Yup, that’s the same former Homeland Security Director, Michael Chertoff, who oversaw the US Government’s not-so-brilliant response to hurricane Katrina back in 2005.  Now he runs a consulting company, advising governments and big business how to keep their infrastructure safe.  And Michael Hayden works for him.

As for Motorola Solutions, here is how that company describes itself, from its own website at http://www.motorolasolutions.com:

Motorola Solutions provides business- and mission-critical communication products and services to enterprises and governments.

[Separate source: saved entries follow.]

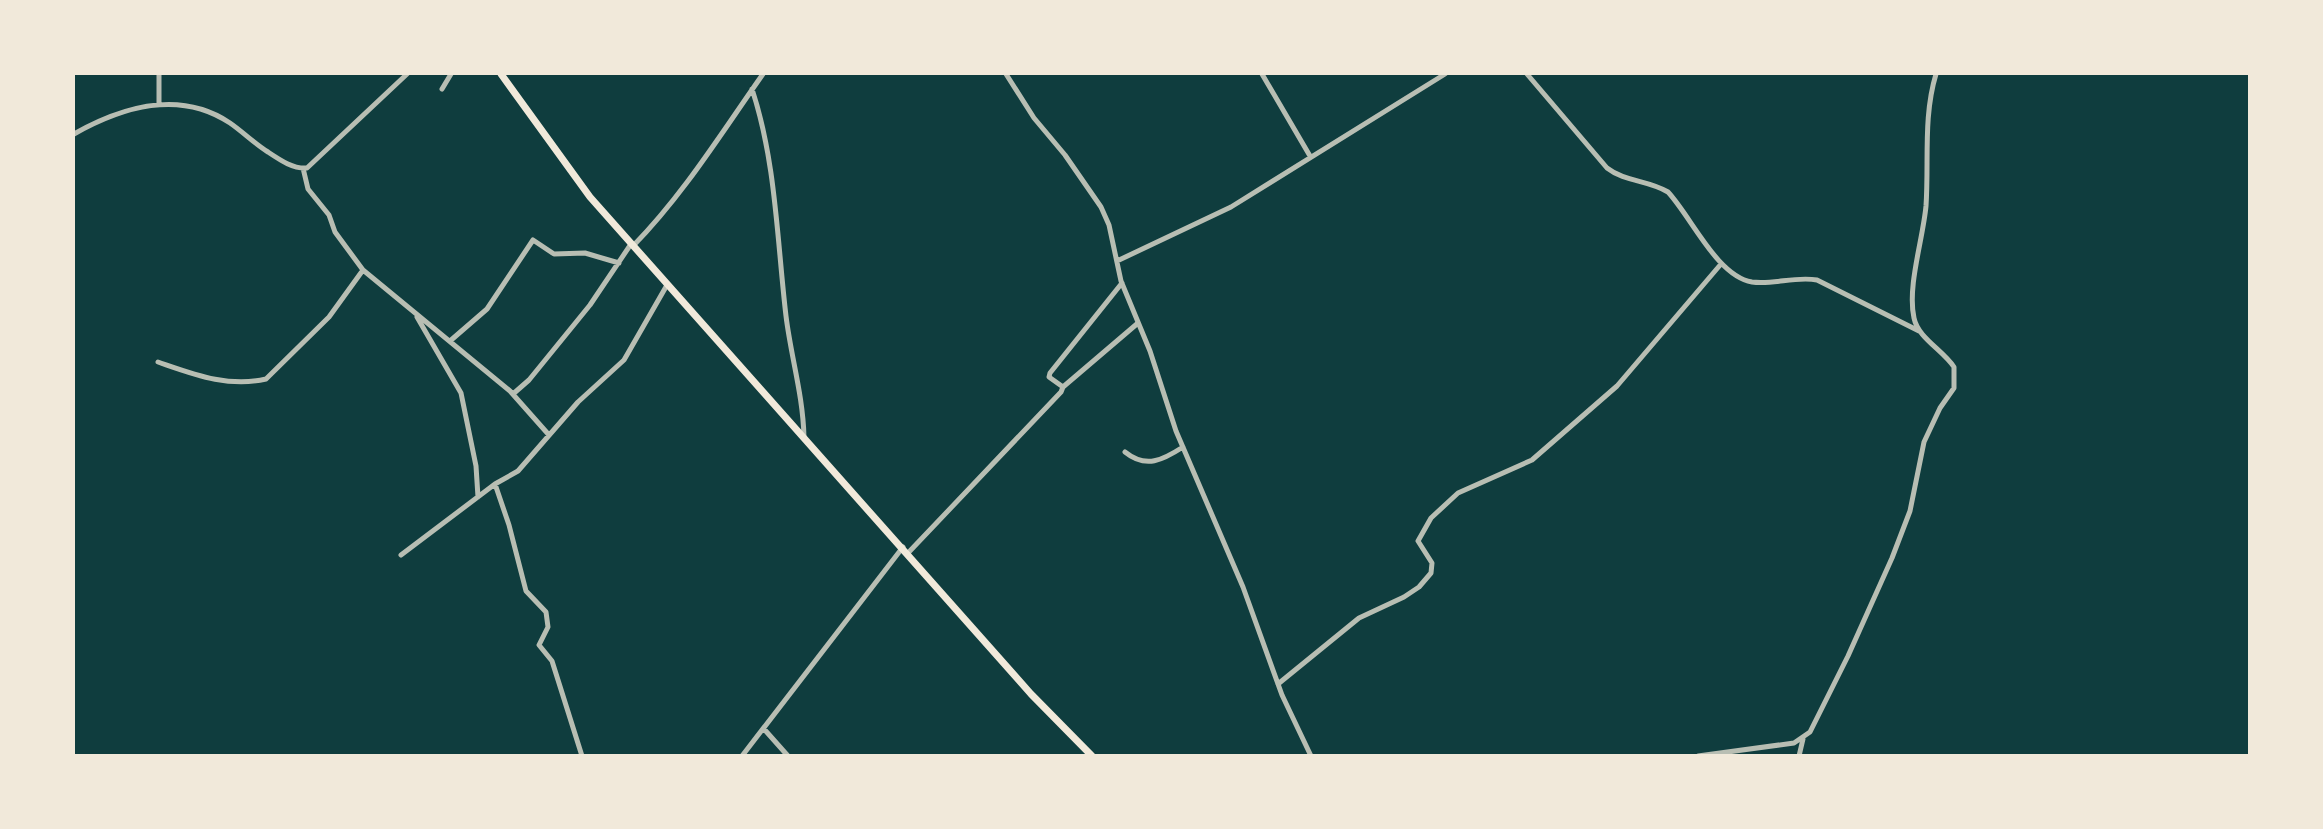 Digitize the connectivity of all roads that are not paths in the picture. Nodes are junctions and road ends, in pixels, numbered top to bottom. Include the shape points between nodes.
1 (159, 74) edge
2 (407, 74) edge
3 (451, 74) edge
4 (501, 74) edge
5 (763, 74) edge
6 (1006, 74) edge
7 (1262, 74) edge
8 (1445, 74) edge
9 (1527, 74) edge
10 (1936, 74) edge
11 (442, 89) dead end
12 (752, 89) junction
13 (159, 104) junction
14 (74, 134) edge
15 (1310, 156) junction
16 (303, 169) junction
17 (632, 245) junction
18 (1117, 261) junction
19 (619, 263) junction
20 (1721, 264) junction
21 (363, 270) junction
22 (1122, 283) junction
23 (667, 285) junction
24 (414, 312) junction
25 (1139, 323) junction
26 (1919, 331) junction
27 (450, 341) junction
28 (158, 362) dead end
29 (1063, 387) junction
30 (513, 394) junction
31 (549, 435) junction
32 (804, 437) junction
33 (1183, 447) junction
34 (1125, 452) dead end
35 (495, 484) junction
36 (478, 498) junction
37 (905, 550) junction
38 (401, 555) dead end
39 (1278, 684) junction
40 (764, 729) junction
41 (1803, 739) junction
42 (582, 755) edge
43 (742, 755) edge
44 (788, 755) edge
45 (1091, 755) edge
46 (1311, 755) edge
47 (1698, 755) edge
48 (1799, 755) edge

1 - 13 street
2 - 16 street via 313,165
3 - 11 street
4 - 17 main road via 590,197
5 - 12 street
6 - 18 street via 1101,207
7 - 15 street
8 - 15 street
9 - 20 street via 1607,168 1668,192
10 - 26 street via 1926,117 1930,132 1926,208 1912,306
12 - 17 street via 696,172
12 - 32 street via 767,141 787,326 803,400
13 - 14 street via 133,107
13 - 16 street via 197,107
15 - 18 street via 1231,207
16 - 21 street via 308,189
17 - 19 street
17 - 23 main road
18 - 22 street
19 - 27 street via 585,253 554,254 533,240 487,309
19 - 30 street via 554,350
20 - 26 street via 1749,282 1817,280
20 - 39 street via 1625,378 1573,425 1532,460 1458,493 1431,518 1418,541 1432,563 1428,579 1404,597 1365,614
21 - 24 street
21 - 28 street via 328,317 266,379 217,382
22 - 25 street
22 - 29 street via 1050,373
23 - 31 street via 624,360
23 - 32 main road
24 - 27 street
24 - 36 street via 461,393
25 - 29 street
25 - 33 street
26 - 41 street via 1954,367 1954,388 1924,442 1910,511 1892,558 1848,656
27 - 30 street
29 - 37 street
30 - 31 street
31 - 35 street via 518,471
32 - 37 main road
33 - 34 street via 1148,463
33 - 39 street via 1243,587
35 - 36 street
35 - 42 street via 526,591 545,612 548,627 539,645 552,661
36 - 38 street
37 - 40 street via 810,664
37 - 45 main road
39 - 46 street
40 - 43 street
40 - 44 street
41 - 47 street
41 - 48 street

I should disclose a few things before going any further with this.  First, I am an American and proud of it.  By an accident of birth, I am blessed to live in the best country in the world.  I want the United States to compete fiercely and win all the competitive battles.  I don’t like Chinese counterfeiting, I don’t like spam relayed from Chinese email relay services, and I don’t want anyone spying on me.

I like to think I’m one of the good guys.  I want my country to also be one of the good guys.

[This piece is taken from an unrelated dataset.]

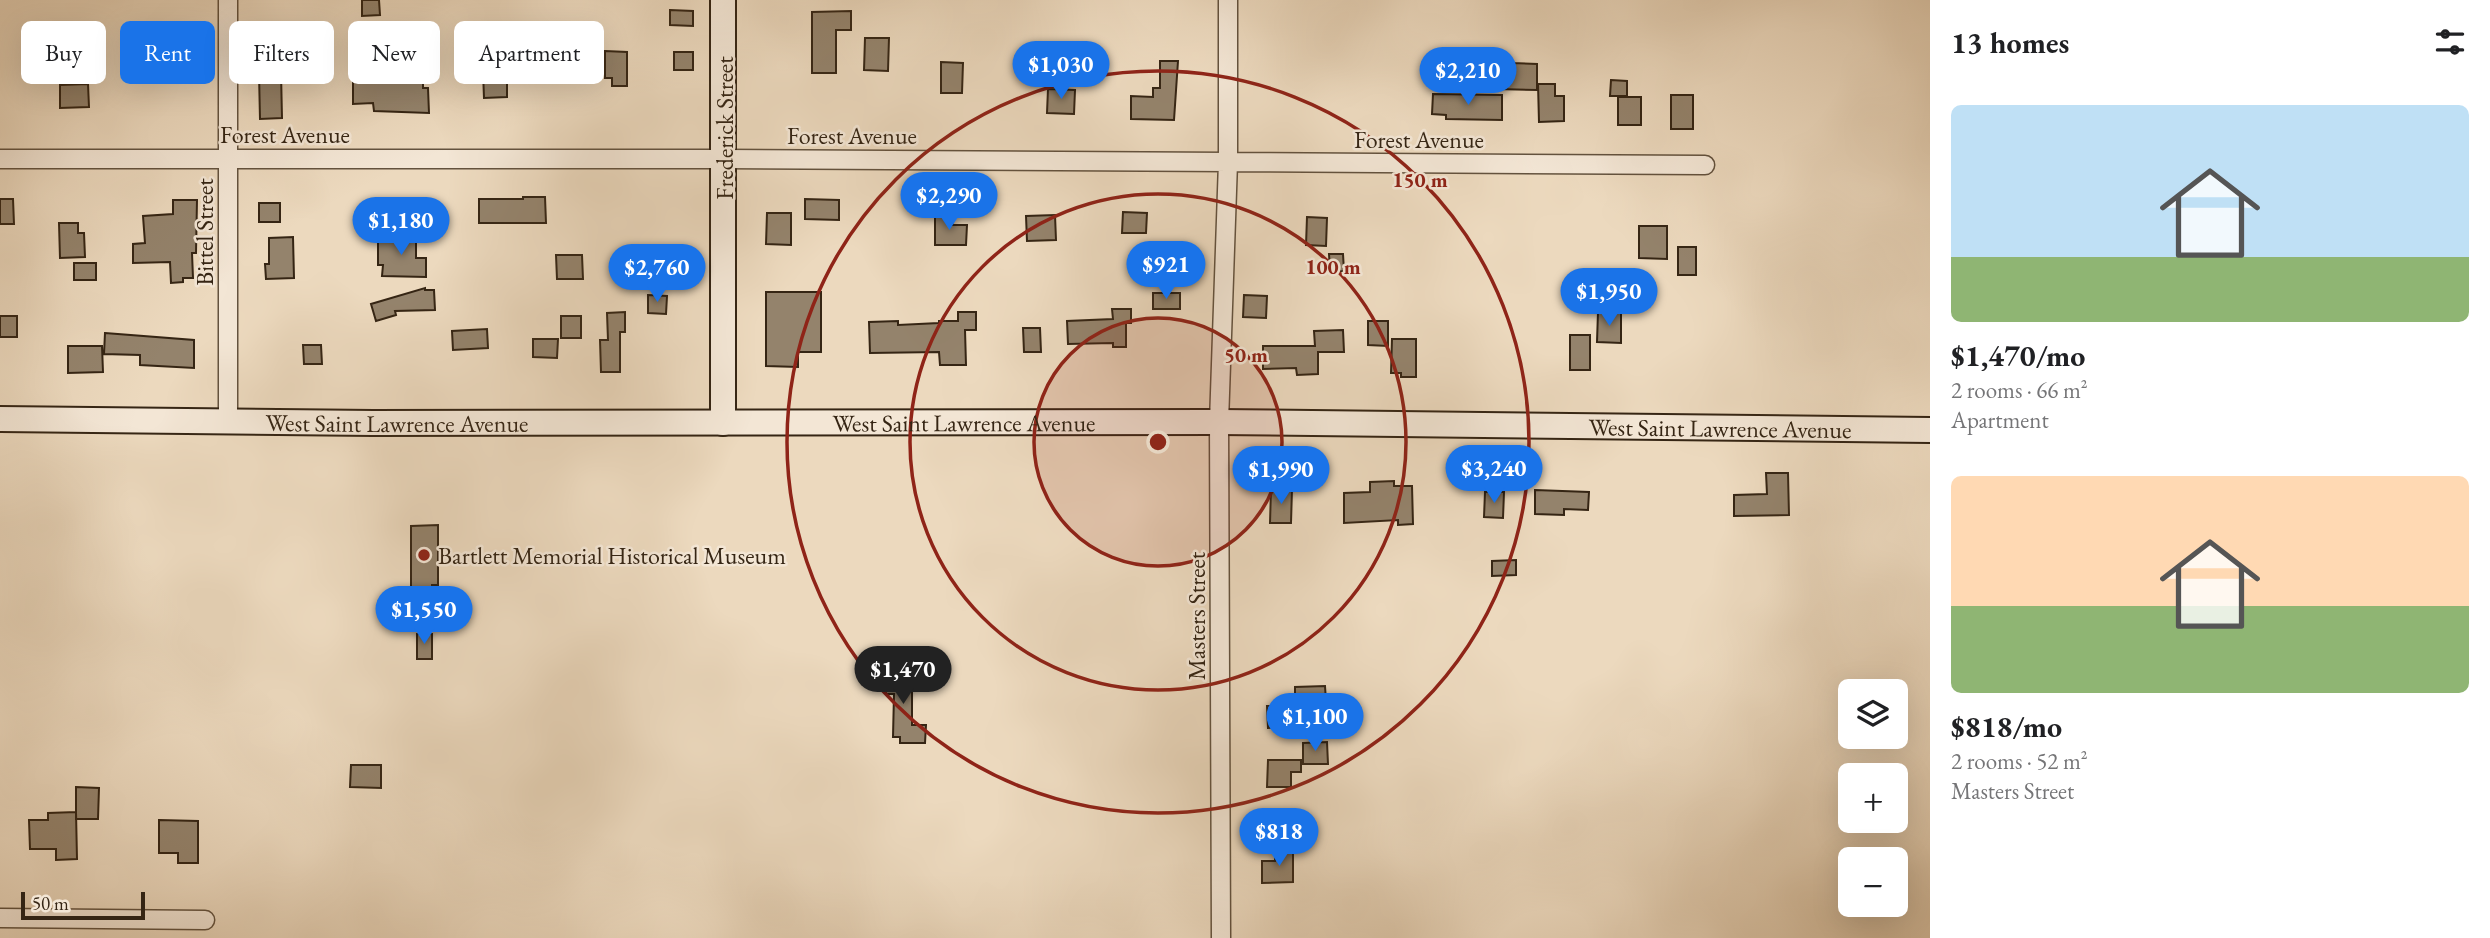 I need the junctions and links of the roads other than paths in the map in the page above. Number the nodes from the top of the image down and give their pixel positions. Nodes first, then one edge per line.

I also like level playing fields.  I regularly go up against entrenched companies – American and foreign – and it frustrates me beyond belief when I offer superior solutions but lose because the entrenched competition successfully introduces FUD with the potential customer.  Introducing FUD – Fear, Uncertainty, and Doubt – is a time honored tradition in the high tech marketplace.  The conversations start something like this:

Mr. Customer, are you sure you want to look at this new solution?  You have a lot riding on this project, and even though this new upstart might offer some advantages and they’re less expensive than we are, is it really worth the risk?  After all, we’ll be adding that capability sometime in the next 20 years so they don’t really have any advantage anyway.  Doesn’t it make more sense to stick with us and what you already know?

And bla bla bla…

FUD is often no more than a line of BS, but fear is a powerful motivator.  FUD works – that’s why entrenched incumbents use it.

So now, along comes Hauwei, a Chinese company, and the guy who sits on the board of a direct US competitor accuses Hauwei of spying for the Chinese.  And he made his accusations nearly a year after a US Presidential Commission spent 18 months investigating Hauwei and found no evidence to support the accusations.  Read the details right here.

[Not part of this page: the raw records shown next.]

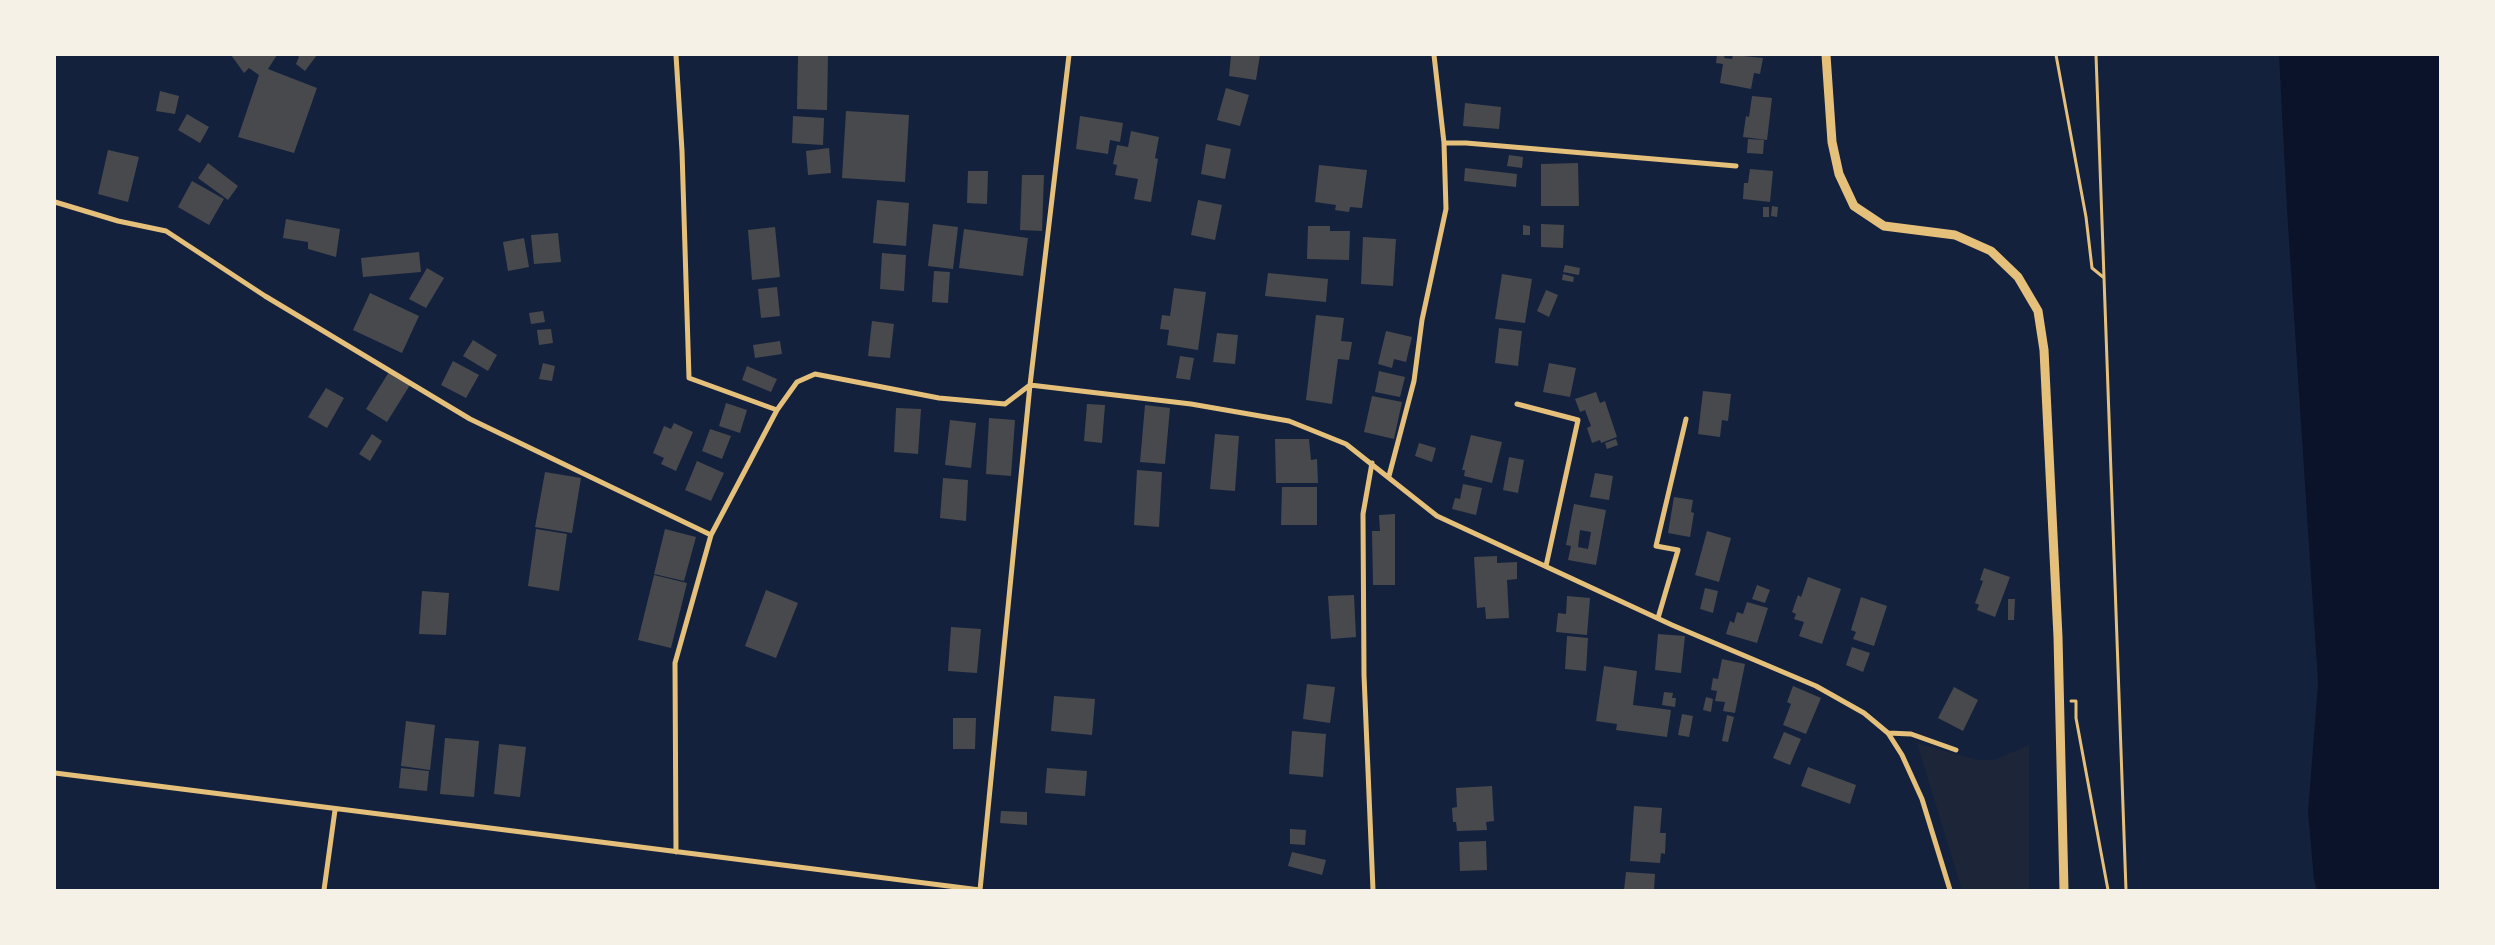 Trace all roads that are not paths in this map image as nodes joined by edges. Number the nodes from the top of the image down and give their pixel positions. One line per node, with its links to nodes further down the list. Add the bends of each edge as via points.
1 (676, 55): 10 (street, via 689,378)
2 (1069, 55): 8 (street)
3 (1434, 55): 5 (street)
4 (1826, 55): 27 (street, via 1832,142 1839,174 1854,206 1884,226 1955,236 1991,251 2018,278 2038,311 2044,350 2060,702)
5 (1444, 143): 6 (street); 13 (street, via 1446,209 1422,320 1414,380)
6 (1736, 166)
7 (55, 202): 14 (street, via 118,222 166,231 265,296 470,419)
8 (1030, 385): 10 (street, via 1005,404 939,398 815,374 797,382); 12 (street, via 1191,404 1289,421 1346,444); 24 (street)
9 (1517, 404): 15 (street, via 1578,420)
10 (777, 410): 14 (street)
11 (1686, 419): 16 (street, via 1656,546 1678,550)
12 (1372, 463): 13 (street); 25 (street, via 1363,524 1364,675)
13 (1389, 476): 15 (street, via 1437,516)
14 (711, 535): 21 (street, via 674,663)
15 (1546, 566): 16 (street)
16 (1658, 618): 17 (street, via 1816,686 1864,713)
17 (1888, 733): 18 (street, via 1911,734); 26 (street, via 1922,799)
18 (1956, 750)
19 (55, 773): 20 (street)
20 (336, 810): 21 (street); 23 (street)
21 (676, 852): 22 (street)
22 (953, 889): 24 (street)
23 (324, 890)
24 (980, 890)
25 (1372, 890)
26 (1950, 890)
27 (2064, 890)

What’s really going on here?  Hayden and his boss are spreading FUD, wrapped up in the US flag and national security.   But it’s not really about national security.  It’s about keeping a competitor out of the US marketplace.  It’s good old fashioned protectionism mixed with a 21st century high tech twist.  It was never about national security, it’s about money.

And now it gets better.

Because the NSA – the organization Hayden used to run – could not keep its own secrets, we find out the NSA hacked into the Hauwei internal network and spied on Hauwei.  That’s the pot calling the kettle black.

Instead of Hauwei spying on us, we spied on Hauwei.  And got caught.

In what universe is it possible the Chinese are the good guys in this episode?